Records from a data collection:

────────────────────────────────────────

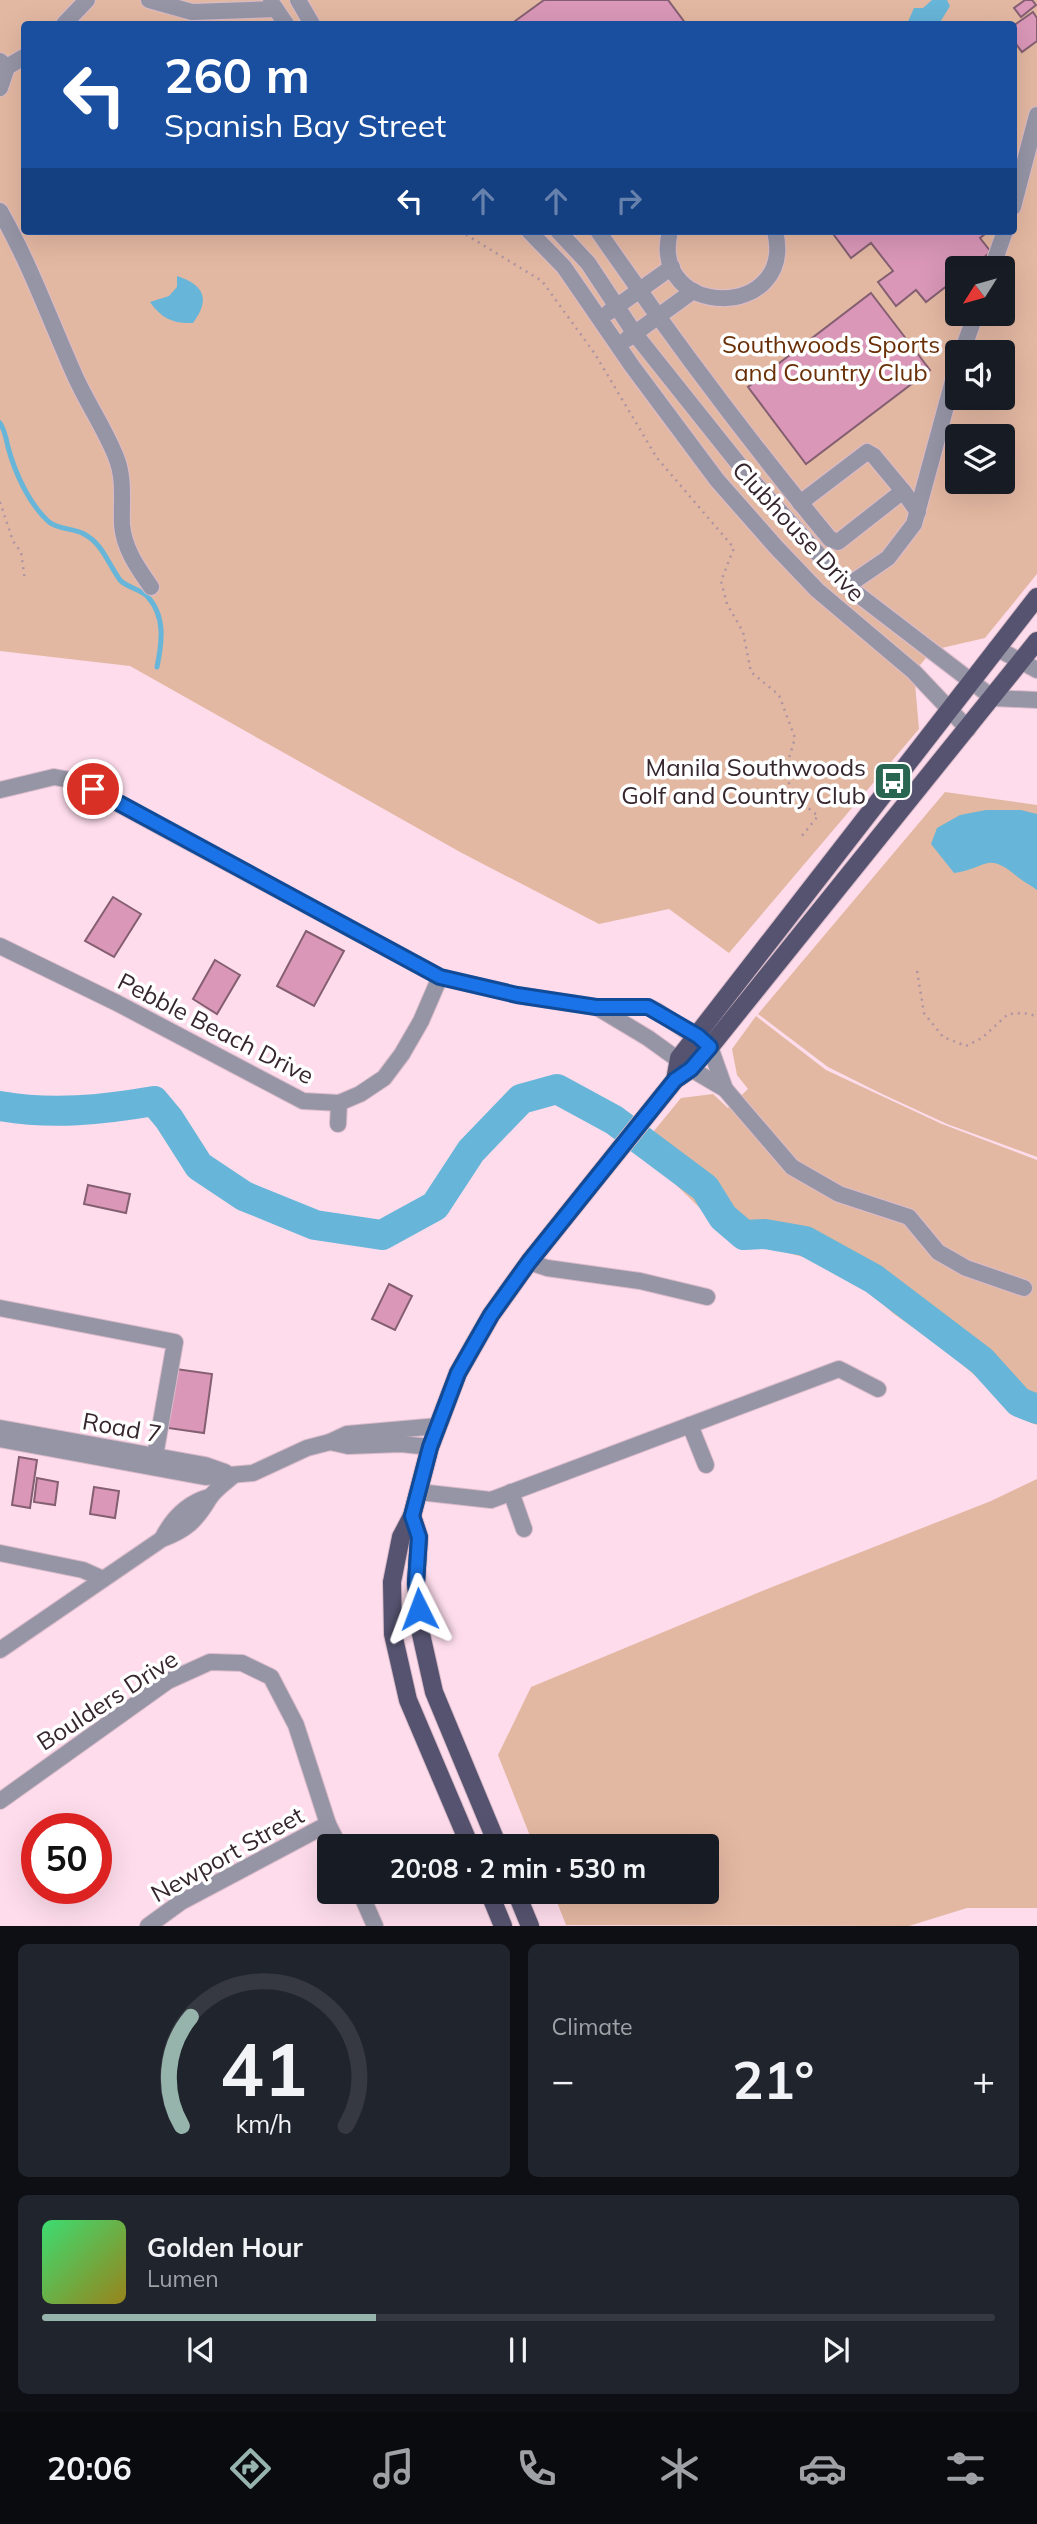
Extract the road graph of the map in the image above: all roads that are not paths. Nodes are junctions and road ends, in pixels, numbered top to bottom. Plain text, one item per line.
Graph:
1 (87, 0) edge
2 (149, 0) edge
3 (302, 2) edge
4 (273, 5) edge
5 (67, 21) edge
6 (284, 21) edge
7 (311, 21) edge
8 (21, 58) edge
9 (4, 64) edge
10 (0, 88) edge
11 (1037, 116) edge
12 (1017, 192) edge
13 (0, 211) edge
14 (533, 235) edge
15 (562, 235) edge
16 (601, 235) edge
17 (670, 235) edge
18 (775, 235) edge
19 (1004, 235) edge
20 (996, 256) edge
21 (673, 267) junction
22 (638, 290) junction
23 (693, 291) junction
24 (617, 307) junction
25 (657, 317) junction
26 (601, 318) junction
27 (635, 334) junction
28 (619, 345) junction
29 (945, 410) edge
30 (903, 491) junction
31 (800, 503) junction
32 (918, 512) junction
33 (847, 586) junction
34 (151, 587) dead end
35 (1037, 597) edge
36 (1037, 641) edge
37 (996, 648) junction
38 (1020, 662) junction
39 (1037, 670) edge
40 (970, 682) junction
41 (993, 698) junction
42 (1037, 700) edge
43 (948, 710) junction
44 (968, 729) junction
45 (0, 790) edge
46 (0, 946) edge
47 (440, 977) junction
48 (596, 1007) junction
49 (704, 1042) junction
50 (685, 1064) junction
51 (727, 1092) junction
52 (339, 1103) junction
53 (338, 1124) dead end
54 (529, 1262) junction
55 (1024, 1289) dead end
56 (707, 1297) dead end
57 (0, 1308) edge
58 (878, 1389) dead end
59 (690, 1425) junction
60 (438, 1426) junction
61 (0, 1428) edge
62 (0, 1439) edge
63 (330, 1442) junction
64 (430, 1447) junction
65 (155, 1456) junction
66 (706, 1465) dead end
67 (234, 1475) junction
68 (419, 1492) junction
69 (511, 1492) junction
70 (412, 1516) junction
71 (524, 1529) dead end
72 (0, 1553) edge
73 (103, 1579) junction
74 (0, 1650) edge
75 (426, 1660) junction
76 (400, 1664) junction
77 (0, 1801) edge
78 (328, 1824) junction
79 (333, 1834) edge
80 (465, 1834) edge
81 (493, 1834) edge
82 (365, 1904) edge
83 (494, 1904) edge
84 (521, 1904) edge
85 (148, 1926) edge
86 (375, 1926) edge
87 (503, 1926) edge
88 (530, 1926) edge

1 - 5 street
2 - 4 street
3 - 7 street
4 - 6 street
8 - 9 street
9 - 10 street
11 - 12 street
13 - 34 street
14 - 26 street, Clubhouse Drive
15 - 24 street, Clubhouse Drive
16 - 22 street
17 - 21 street
18 - 23 street
19 - 20 street
21 - 22 street
21 - 23 street
22 - 24 street
22 - 25 street
23 - 25 street
24 - 26 street
24 - 27 street, Clubhouse Drive
25 - 27 street
25 - 31 street
26 - 28 street, Clubhouse Drive
27 - 28 street
27 - 33 street, Clubhouse Drive
28 - 43 street, Clubhouse Drive
29 - 32 street
30 - 31 street
30 - 31 street
30 - 32 street
32 - 33 street
33 - 40 street, Clubhouse Drive
35 - 37 main road
36 - 38 main road
37 - 38 street
37 - 40 main road
38 - 39 street
38 - 41 main road
40 - 41 street, Clubhouse Drive
40 - 43 main road
41 - 42 street
41 - 44 main road
43 - 44 street, Clubhouse Drive
43 - 49 main road
44 - 49 main road
45 - 47 street
46 - 52 street, Pebble Beach Drive
47 - 48 street
47 - 52 street, Pebble Beach Drive
48 - 49 street
48 - 50 street
49 - 50 main road
49 - 51 street
50 - 51 street
50 - 54 main road
51 - 55 street
52 - 53 street
54 - 56 street
54 - 60 main road
57 - 65 street
58 - 59 street
59 - 66 street
59 - 69 street
60 - 63 street, Road 7
60 - 64 main road
61 - 65 street, Road 7
62 - 67 street, Road 7
63 - 64 street, Road 7
63 - 67 street, Road 7
64 - 68 main road
65 - 67 street, Road 7
67 - 73 street
68 - 69 street
68 - 70 main road
69 - 71 street
70 - 75 main road
70 - 76 main road
72 - 73 street
73 - 74 street
75 - 76 main road
75 - 81 main road
76 - 80 main road
77 - 78 street, Boulders Drive
78 - 79 street, Boulders Drive
78 - 85 street, Newport Street
82 - 86 street
83 - 87 main road
84 - 88 main road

────────────────────────────────────────

#### REQUIREMENT:
Retype the records exactly. Any image in them should not appear in what you write.

#### COMPLETED EXERCISE:
Extract the road graph of the map in the image above: all roads that are not paths. Nodes are junctions and road ends, in pixels, numbered top to bottom. Plain text, one item per line.
Graph:
1 (87, 0) edge
2 (149, 0) edge
3 (302, 2) edge
4 (273, 5) edge
5 (67, 21) edge
6 (284, 21) edge
7 (311, 21) edge
8 (21, 58) edge
9 (4, 64) edge
10 (0, 88) edge
11 (1037, 116) edge
12 (1017, 192) edge
13 (0, 211) edge
14 (533, 235) edge
15 (562, 235) edge
16 (601, 235) edge
17 (670, 235) edge
18 (775, 235) edge
19 (1004, 235) edge
20 (996, 256) edge
21 (673, 267) junction
22 (638, 290) junction
23 (693, 291) junction
24 (617, 307) junction
25 (657, 317) junction
26 (601, 318) junction
27 (635, 334) junction
28 (619, 345) junction
29 (945, 410) edge
30 (903, 491) junction
31 (800, 503) junction
32 (918, 512) junction
33 (847, 586) junction
34 (151, 587) dead end
35 (1037, 597) edge
36 (1037, 641) edge
37 (996, 648) junction
38 (1020, 662) junction
39 (1037, 670) edge
40 (970, 682) junction
41 (993, 698) junction
42 (1037, 700) edge
43 (948, 710) junction
44 (968, 729) junction
45 (0, 790) edge
46 (0, 946) edge
47 (440, 977) junction
48 (596, 1007) junction
49 (704, 1042) junction
50 (685, 1064) junction
51 (727, 1092) junction
52 (339, 1103) junction
53 (338, 1124) dead end
54 (529, 1262) junction
55 (1024, 1289) dead end
56 (707, 1297) dead end
57 (0, 1308) edge
58 (878, 1389) dead end
59 (690, 1425) junction
60 (438, 1426) junction
61 (0, 1428) edge
62 (0, 1439) edge
63 (330, 1442) junction
64 (430, 1447) junction
65 (155, 1456) junction
66 (706, 1465) dead end
67 (234, 1475) junction
68 (419, 1492) junction
69 (511, 1492) junction
70 (412, 1516) junction
71 (524, 1529) dead end
72 (0, 1553) edge
73 (103, 1579) junction
74 (0, 1650) edge
75 (426, 1660) junction
76 (400, 1664) junction
77 (0, 1801) edge
78 (328, 1824) junction
79 (333, 1834) edge
80 (465, 1834) edge
81 (493, 1834) edge
82 (365, 1904) edge
83 (494, 1904) edge
84 (521, 1904) edge
85 (148, 1926) edge
86 (375, 1926) edge
87 (503, 1926) edge
88 (530, 1926) edge

1 - 5 street
2 - 4 street
3 - 7 street
4 - 6 street
8 - 9 street
9 - 10 street
11 - 12 street
13 - 34 street
14 - 26 street, Clubhouse Drive
15 - 24 street, Clubhouse Drive
16 - 22 street
17 - 21 street
18 - 23 street
19 - 20 street
21 - 22 street
21 - 23 street
22 - 24 street
22 - 25 street
23 - 25 street
24 - 26 street
24 - 27 street, Clubhouse Drive
25 - 27 street
25 - 31 street
26 - 28 street, Clubhouse Drive
27 - 28 street
27 - 33 street, Clubhouse Drive
28 - 43 street, Clubhouse Drive
29 - 32 street
30 - 31 street
30 - 31 street
30 - 32 street
32 - 33 street
33 - 40 street, Clubhouse Drive
35 - 37 main road
36 - 38 main road
37 - 38 street
37 - 40 main road
38 - 39 street
38 - 41 main road
40 - 41 street, Clubhouse Drive
40 - 43 main road
41 - 42 street
41 - 44 main road
43 - 44 street, Clubhouse Drive
43 - 49 main road
44 - 49 main road
45 - 47 street
46 - 52 street, Pebble Beach Drive
47 - 48 street
47 - 52 street, Pebble Beach Drive
48 - 49 street
48 - 50 street
49 - 50 main road
49 - 51 street
50 - 51 street
50 - 54 main road
51 - 55 street
52 - 53 street
54 - 56 street
54 - 60 main road
57 - 65 street
58 - 59 street
59 - 66 street
59 - 69 street
60 - 63 street, Road 7
60 - 64 main road
61 - 65 street, Road 7
62 - 67 street, Road 7
63 - 64 street, Road 7
63 - 67 street, Road 7
64 - 68 main road
65 - 67 street, Road 7
67 - 73 street
68 - 69 street
68 - 70 main road
69 - 71 street
70 - 75 main road
70 - 76 main road
72 - 73 street
73 - 74 street
75 - 76 main road
75 - 81 main road
76 - 80 main road
77 - 78 street, Boulders Drive
78 - 79 street, Boulders Drive
78 - 85 street, Newport Street
82 - 86 street
83 - 87 main road
84 - 88 main road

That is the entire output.